6.6 Deploying GPU + MPI-programs

It is possible to utilize multiple GPUs to the benefit of better application performance. Normally this is done by creating an MPI-program and making sure each MPI-task is connected to a GPU.

When we have Hyper-Q/MPS activated on Taito-GPU system, each GPU can be shared between multiple MPI-tasks of the same host CPU.

The MPI message passing is usually done by sending and receiving messages between host CPUs. However, with the advent of new CUDA-aware MPI libraries (like OpenMPI & MVAPICH2) it is possible to exchange messages between GPU resident data, so being able to pass the MPI implementation a pointer to memory resident on the GPU.
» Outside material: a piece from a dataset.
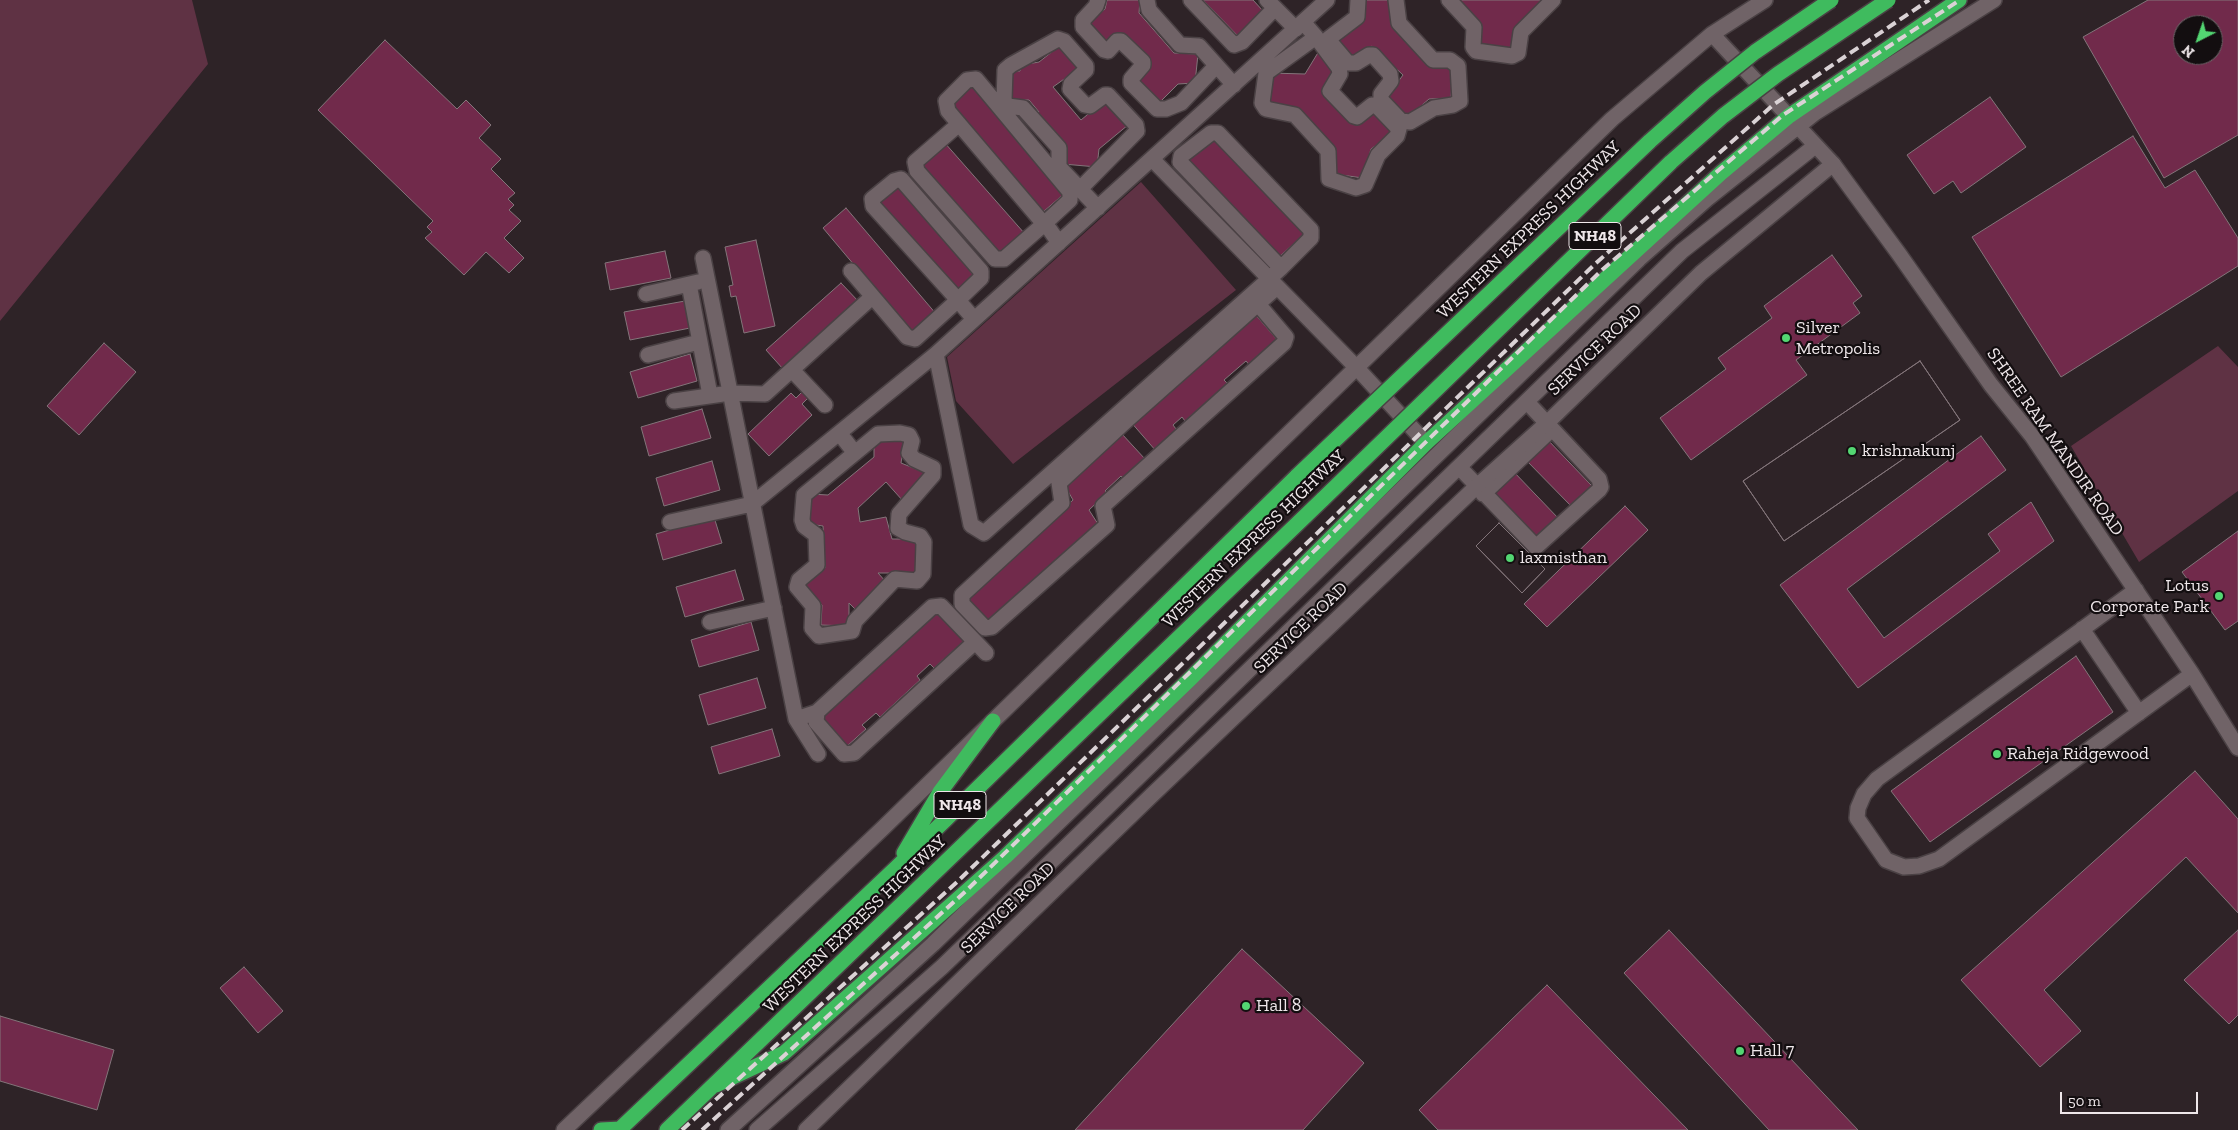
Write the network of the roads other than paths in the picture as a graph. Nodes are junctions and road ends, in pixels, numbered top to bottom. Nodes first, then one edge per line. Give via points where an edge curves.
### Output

This may be beneficial, since not only your code becomes more readable (e.g. OpenACC versions), but also you avoid all the hassle in updating back & forth the data on host CPU just for the sake of making the message passing to work.

When using multiple nodes one needs to be extra verbose in the batch script to ensure the correct placement of the tasks. The easiest way to ensure correct placement is to use the --ntasks-per-node flag to specify how many task each node should be running. The --gres flag should be set to how many GPUs per node the job will use.

For example to run 4 tasks on 2 nodes and use 2 GPUs per node the following batch script should be used:

#SBATCH -n 4
#SBATCH -p gpu
#SBATCH -t 00:05:00
#SBATCH -J gpu_job
#SBATCH -o gpu_job.out.%j
#SBATCH -e gpu_job.err.%j
#SBATCH --gres=gpu:k80:2
#SBATCH --ntasks-per-node= 2

module purge
module load gcc cuda
module list

srun ./your_binary